Prediction and analysis of prokaryotic promoters based on sequence features.
Journal:
Bio Systems
PMID:
32755610
Abstract
Promoter recognition is an important part of functional genomic annotation but a difficult problem. Many studies have been carried out to address this issue. However, they still cannot meet application needs. Most of the methods exhibit specificity, and the objects analyzed are relatively simple, especially for prokaryotes. Hence, more research on prokaryotic promoters is lacking. In this study, the similarity between gene expression and the transmission of information inspired us to analyze promoter sequences by calculating the information content of the sequences and the correlation between sequences in the subregion. We also calculated other sequence features as supplements, such as the Hurst exponent, GC content, and sequence bending property.

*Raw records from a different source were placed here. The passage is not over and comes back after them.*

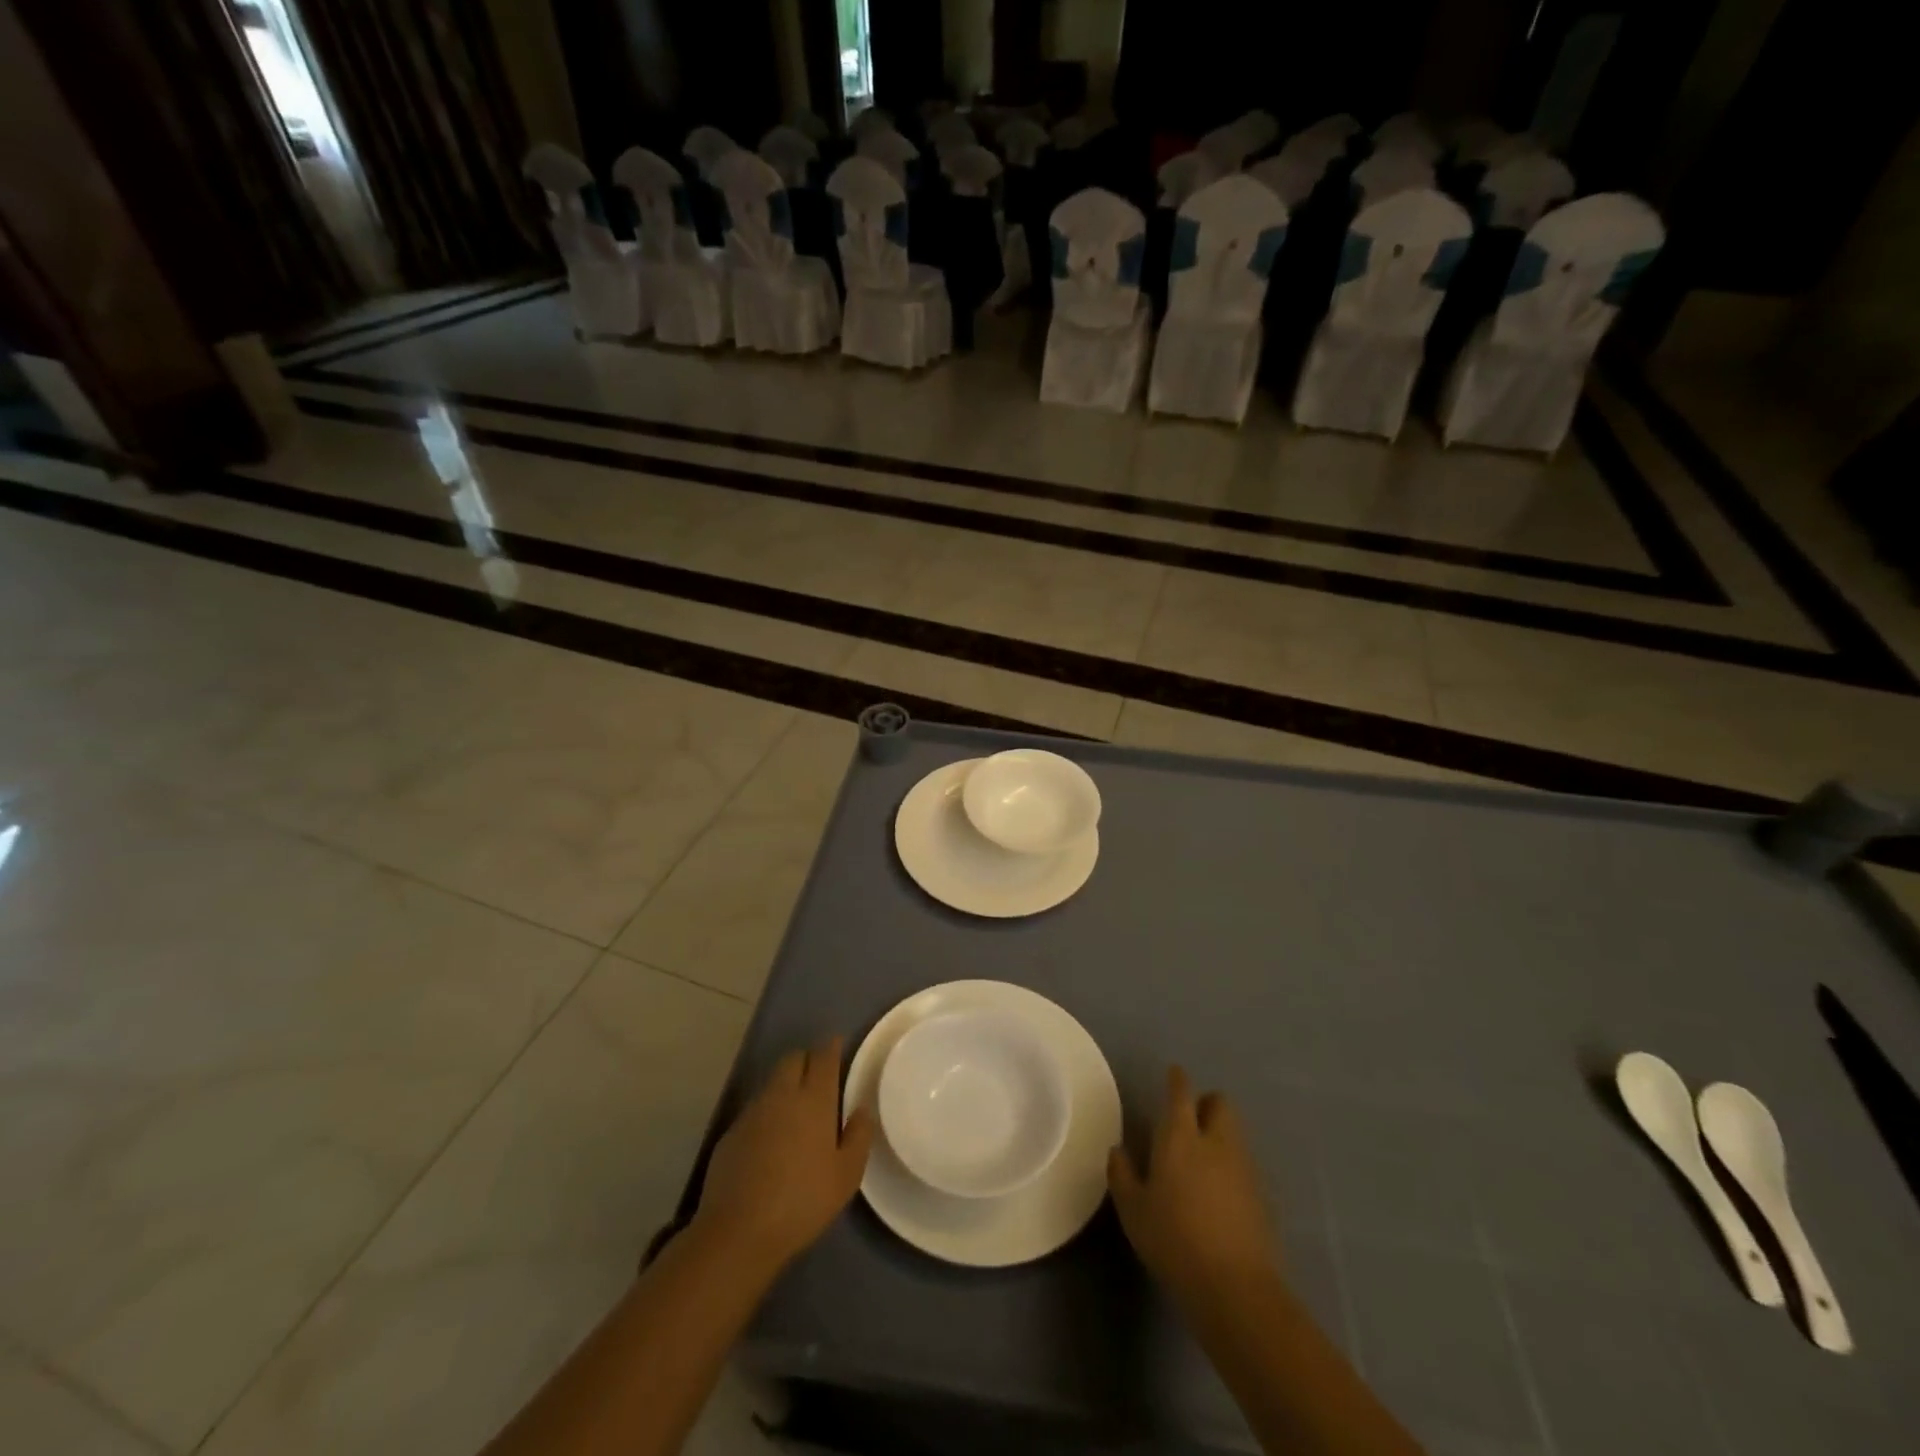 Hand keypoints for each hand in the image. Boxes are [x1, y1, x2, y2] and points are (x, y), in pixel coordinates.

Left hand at [694, 1038, 873, 1272]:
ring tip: (796, 1110)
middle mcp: (782, 1095)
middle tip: (818, 1077)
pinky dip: (767, 1112)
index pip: (823, 1057)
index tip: (837, 1045)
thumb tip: (861, 1109)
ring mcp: (753, 1112)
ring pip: (772, 1082)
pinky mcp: (731, 1132)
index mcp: (814, 1099)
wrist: (739, 1231)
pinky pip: (755, 1109)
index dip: (831, 1047)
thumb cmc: (803, 1201)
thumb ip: (858, 1136)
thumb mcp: (846, 1175)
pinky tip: (771, 1140)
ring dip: (786, 1085)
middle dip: (806, 1059)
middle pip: (793, 1059)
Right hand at [1108, 1066, 1278, 1307]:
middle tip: (1189, 1121)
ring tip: (1203, 1159)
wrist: (1235, 1288)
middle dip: (1207, 1104)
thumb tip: (1118, 1152)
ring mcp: (1245, 1168)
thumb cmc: (1173, 1240)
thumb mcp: (1133, 1210)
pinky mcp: (1263, 1196)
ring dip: (1221, 1134)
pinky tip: (1220, 1193)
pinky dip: (1233, 1167)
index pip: (1181, 1093)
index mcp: (1180, 1137)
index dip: (1178, 1080)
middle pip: (1220, 1104)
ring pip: (1235, 1133)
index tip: (1174, 1074)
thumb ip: (1122, 1175)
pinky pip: (1245, 1164)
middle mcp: (1216, 1142) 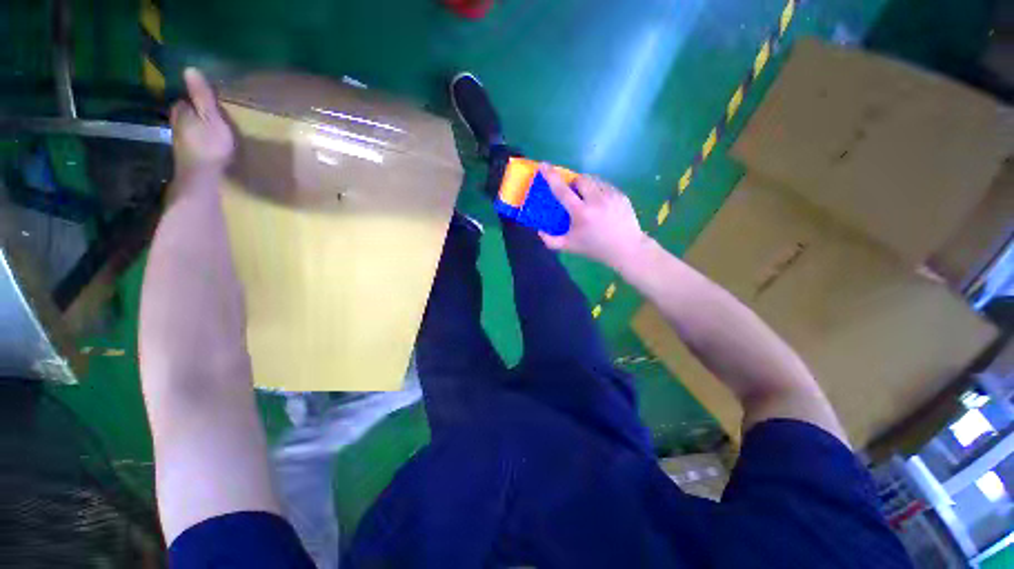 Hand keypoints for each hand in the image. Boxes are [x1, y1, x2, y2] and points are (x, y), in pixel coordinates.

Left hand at [171, 68, 234, 179]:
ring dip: (195, 121)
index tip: (209, 96)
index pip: (186, 97)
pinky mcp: (185, 150)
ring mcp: (179, 137)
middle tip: (210, 109)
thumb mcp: (211, 118)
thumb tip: (190, 68)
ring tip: (208, 123)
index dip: (196, 96)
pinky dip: (196, 134)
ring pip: (186, 122)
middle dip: (194, 108)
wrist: (200, 175)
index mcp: (182, 109)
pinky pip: (190, 136)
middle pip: (185, 109)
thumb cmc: (209, 145)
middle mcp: (175, 120)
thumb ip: (202, 96)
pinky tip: (204, 139)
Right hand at [538, 165, 650, 270]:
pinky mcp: (621, 195)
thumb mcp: (569, 247)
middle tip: (574, 195)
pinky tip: (600, 204)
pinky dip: (599, 191)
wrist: (626, 249)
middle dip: (574, 183)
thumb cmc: (595, 248)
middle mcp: (596, 200)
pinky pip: (606, 186)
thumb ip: (551, 241)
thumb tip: (539, 231)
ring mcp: (611, 196)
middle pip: (581, 179)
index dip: (551, 176)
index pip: (562, 190)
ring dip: (587, 186)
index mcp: (581, 212)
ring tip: (588, 199)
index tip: (544, 165)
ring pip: (594, 180)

Then, we employed an artificial neural network to build a classifier and applied it to identify promoters in three organisms, Escherichia coli, Bacillus subtilis, and Pseudomonas aeruginosa. The experiments on the benchmark test set indicate that our method has good capability to distinguish promoters from randomly selected nonpromoters. The maximal AUC for the classifier is 0.90, and the minimal AUC score is 0.80. Additionally, cross-species experiments were conducted. The AUC of the cross-experiment on three organisms yielded 0.8, suggesting that our approach has better generalization ability, which is conducive to revealing the more common characteristics of prokaryotic promoters.